● WHAT THIS TASK INVOLVES: Check every line of the records below for the string "graph" and copy the ones that have it.

=== Section Start ===

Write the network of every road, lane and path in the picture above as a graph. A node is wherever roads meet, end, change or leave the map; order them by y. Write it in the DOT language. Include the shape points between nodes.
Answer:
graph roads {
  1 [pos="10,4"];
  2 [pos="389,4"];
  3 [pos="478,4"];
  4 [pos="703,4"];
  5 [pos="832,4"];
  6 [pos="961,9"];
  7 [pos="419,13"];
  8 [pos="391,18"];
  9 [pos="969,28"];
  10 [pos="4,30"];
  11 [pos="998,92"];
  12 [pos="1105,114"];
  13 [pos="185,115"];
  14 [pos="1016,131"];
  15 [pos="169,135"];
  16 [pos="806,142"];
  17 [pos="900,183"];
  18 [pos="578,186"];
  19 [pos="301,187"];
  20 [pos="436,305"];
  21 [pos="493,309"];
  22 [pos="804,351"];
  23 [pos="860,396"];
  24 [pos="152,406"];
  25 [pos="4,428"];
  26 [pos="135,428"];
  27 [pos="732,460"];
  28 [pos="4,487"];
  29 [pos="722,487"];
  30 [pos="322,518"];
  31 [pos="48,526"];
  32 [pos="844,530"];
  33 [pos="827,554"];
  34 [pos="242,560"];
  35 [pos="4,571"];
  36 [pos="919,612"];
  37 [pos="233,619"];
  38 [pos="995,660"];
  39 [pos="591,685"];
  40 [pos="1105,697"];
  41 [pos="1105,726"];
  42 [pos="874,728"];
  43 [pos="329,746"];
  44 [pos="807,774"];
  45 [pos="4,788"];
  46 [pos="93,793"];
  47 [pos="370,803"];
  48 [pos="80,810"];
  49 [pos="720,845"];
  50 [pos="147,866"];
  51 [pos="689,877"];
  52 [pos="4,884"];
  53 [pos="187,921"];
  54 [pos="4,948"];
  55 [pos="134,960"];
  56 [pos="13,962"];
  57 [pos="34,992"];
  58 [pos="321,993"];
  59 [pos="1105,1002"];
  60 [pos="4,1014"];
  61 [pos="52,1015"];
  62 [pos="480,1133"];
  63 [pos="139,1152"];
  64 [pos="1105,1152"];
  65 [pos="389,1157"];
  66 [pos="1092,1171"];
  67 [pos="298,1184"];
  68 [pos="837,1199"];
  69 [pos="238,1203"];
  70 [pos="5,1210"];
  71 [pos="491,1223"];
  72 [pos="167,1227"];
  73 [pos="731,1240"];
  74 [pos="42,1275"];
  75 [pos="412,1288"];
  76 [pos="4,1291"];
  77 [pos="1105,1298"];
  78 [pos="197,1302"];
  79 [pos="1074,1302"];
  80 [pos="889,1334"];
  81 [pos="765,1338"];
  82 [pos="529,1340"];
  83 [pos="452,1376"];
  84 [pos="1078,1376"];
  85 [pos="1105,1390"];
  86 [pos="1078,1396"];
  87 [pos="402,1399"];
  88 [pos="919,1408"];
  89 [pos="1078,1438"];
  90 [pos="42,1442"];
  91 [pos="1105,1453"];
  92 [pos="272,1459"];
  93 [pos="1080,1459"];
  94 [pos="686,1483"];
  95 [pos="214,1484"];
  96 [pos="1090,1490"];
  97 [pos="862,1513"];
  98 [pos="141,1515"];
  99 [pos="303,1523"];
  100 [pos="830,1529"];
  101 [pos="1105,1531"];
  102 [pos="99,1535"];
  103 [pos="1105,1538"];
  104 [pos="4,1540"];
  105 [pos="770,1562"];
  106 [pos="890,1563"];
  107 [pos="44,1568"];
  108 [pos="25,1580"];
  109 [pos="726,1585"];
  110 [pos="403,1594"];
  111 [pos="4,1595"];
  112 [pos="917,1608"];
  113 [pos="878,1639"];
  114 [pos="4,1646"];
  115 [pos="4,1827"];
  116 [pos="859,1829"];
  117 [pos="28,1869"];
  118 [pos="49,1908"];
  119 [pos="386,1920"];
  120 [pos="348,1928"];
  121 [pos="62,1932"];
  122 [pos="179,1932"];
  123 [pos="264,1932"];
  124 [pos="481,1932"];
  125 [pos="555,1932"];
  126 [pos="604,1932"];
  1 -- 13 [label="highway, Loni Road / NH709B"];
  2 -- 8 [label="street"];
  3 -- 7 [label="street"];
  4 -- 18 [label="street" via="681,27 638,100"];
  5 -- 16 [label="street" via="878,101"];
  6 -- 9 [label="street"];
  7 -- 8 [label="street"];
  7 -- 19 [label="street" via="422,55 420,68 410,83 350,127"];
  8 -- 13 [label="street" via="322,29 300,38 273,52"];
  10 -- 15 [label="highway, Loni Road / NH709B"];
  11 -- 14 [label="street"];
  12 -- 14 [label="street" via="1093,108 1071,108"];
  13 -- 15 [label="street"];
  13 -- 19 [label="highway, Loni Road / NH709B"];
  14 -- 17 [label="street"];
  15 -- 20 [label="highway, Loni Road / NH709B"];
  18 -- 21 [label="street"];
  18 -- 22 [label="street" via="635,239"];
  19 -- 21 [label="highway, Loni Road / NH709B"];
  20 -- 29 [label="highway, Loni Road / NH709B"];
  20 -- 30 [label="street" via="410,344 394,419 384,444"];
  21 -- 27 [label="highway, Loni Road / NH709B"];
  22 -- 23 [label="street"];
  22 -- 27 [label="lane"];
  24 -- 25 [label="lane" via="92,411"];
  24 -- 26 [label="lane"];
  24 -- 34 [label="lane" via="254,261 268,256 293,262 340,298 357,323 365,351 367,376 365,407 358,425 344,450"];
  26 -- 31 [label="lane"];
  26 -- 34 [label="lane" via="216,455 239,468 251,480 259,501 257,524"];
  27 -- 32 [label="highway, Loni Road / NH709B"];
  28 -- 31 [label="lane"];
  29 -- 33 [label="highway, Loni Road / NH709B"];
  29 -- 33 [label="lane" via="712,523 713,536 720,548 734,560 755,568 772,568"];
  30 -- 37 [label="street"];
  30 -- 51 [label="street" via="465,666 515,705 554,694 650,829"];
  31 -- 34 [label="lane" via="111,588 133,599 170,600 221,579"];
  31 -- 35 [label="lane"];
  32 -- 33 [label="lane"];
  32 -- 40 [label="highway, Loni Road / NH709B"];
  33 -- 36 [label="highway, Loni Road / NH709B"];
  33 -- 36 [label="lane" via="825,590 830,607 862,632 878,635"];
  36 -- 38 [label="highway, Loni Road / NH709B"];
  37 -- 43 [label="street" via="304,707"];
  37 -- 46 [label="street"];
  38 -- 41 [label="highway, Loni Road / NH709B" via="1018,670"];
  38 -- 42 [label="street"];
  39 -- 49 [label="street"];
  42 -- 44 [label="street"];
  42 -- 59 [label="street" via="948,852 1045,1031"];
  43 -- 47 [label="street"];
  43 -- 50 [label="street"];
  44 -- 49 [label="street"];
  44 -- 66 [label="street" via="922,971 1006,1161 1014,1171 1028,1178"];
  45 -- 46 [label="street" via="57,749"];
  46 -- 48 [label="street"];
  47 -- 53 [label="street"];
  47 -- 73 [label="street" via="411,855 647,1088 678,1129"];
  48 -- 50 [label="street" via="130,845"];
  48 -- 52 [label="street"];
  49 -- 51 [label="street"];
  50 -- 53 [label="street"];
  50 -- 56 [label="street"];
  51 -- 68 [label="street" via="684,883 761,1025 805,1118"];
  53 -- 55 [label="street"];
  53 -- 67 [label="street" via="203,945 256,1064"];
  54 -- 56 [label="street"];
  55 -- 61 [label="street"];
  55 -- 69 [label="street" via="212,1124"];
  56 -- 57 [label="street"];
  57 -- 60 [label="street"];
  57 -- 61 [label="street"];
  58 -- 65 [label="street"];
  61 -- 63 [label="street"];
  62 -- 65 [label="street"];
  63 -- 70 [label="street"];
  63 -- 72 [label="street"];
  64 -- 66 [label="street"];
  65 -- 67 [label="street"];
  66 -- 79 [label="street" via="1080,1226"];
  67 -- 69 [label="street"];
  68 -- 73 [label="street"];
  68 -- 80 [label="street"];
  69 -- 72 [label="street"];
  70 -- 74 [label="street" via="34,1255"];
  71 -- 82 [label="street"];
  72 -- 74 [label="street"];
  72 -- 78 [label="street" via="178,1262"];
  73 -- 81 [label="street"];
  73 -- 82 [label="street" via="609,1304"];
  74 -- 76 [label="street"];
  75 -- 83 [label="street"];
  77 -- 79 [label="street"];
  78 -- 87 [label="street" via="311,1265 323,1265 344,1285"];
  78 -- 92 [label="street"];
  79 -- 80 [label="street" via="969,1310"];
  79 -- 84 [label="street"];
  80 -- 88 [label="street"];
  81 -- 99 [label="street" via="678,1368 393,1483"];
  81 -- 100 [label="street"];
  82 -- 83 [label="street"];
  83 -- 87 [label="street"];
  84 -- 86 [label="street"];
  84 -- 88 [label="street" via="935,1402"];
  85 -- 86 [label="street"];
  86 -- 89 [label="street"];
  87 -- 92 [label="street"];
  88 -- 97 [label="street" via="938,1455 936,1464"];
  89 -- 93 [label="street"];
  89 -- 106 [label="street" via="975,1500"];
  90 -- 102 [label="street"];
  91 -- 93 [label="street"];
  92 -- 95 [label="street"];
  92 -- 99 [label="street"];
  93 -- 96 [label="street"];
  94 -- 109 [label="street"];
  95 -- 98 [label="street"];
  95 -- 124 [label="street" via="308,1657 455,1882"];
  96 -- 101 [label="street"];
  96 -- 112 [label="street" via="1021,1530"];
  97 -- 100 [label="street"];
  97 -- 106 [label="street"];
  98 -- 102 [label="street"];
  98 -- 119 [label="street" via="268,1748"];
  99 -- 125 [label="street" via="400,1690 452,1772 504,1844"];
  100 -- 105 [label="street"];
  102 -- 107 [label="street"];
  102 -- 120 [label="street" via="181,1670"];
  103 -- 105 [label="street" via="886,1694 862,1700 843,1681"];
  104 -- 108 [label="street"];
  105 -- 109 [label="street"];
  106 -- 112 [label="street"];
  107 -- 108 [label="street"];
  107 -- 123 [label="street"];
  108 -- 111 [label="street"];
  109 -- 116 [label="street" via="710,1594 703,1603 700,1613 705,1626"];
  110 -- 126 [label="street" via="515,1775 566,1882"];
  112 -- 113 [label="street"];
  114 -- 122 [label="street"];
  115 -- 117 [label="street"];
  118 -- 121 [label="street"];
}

=== Section End ===

● RESPONSE FOR THIS EXERCISE:
Write the network of every road, lane and path in the picture above as a graph. A node is wherever roads meet, end, change or leave the map; order them by y. Write it in the DOT language. Include the shape points between nodes.
graph roads {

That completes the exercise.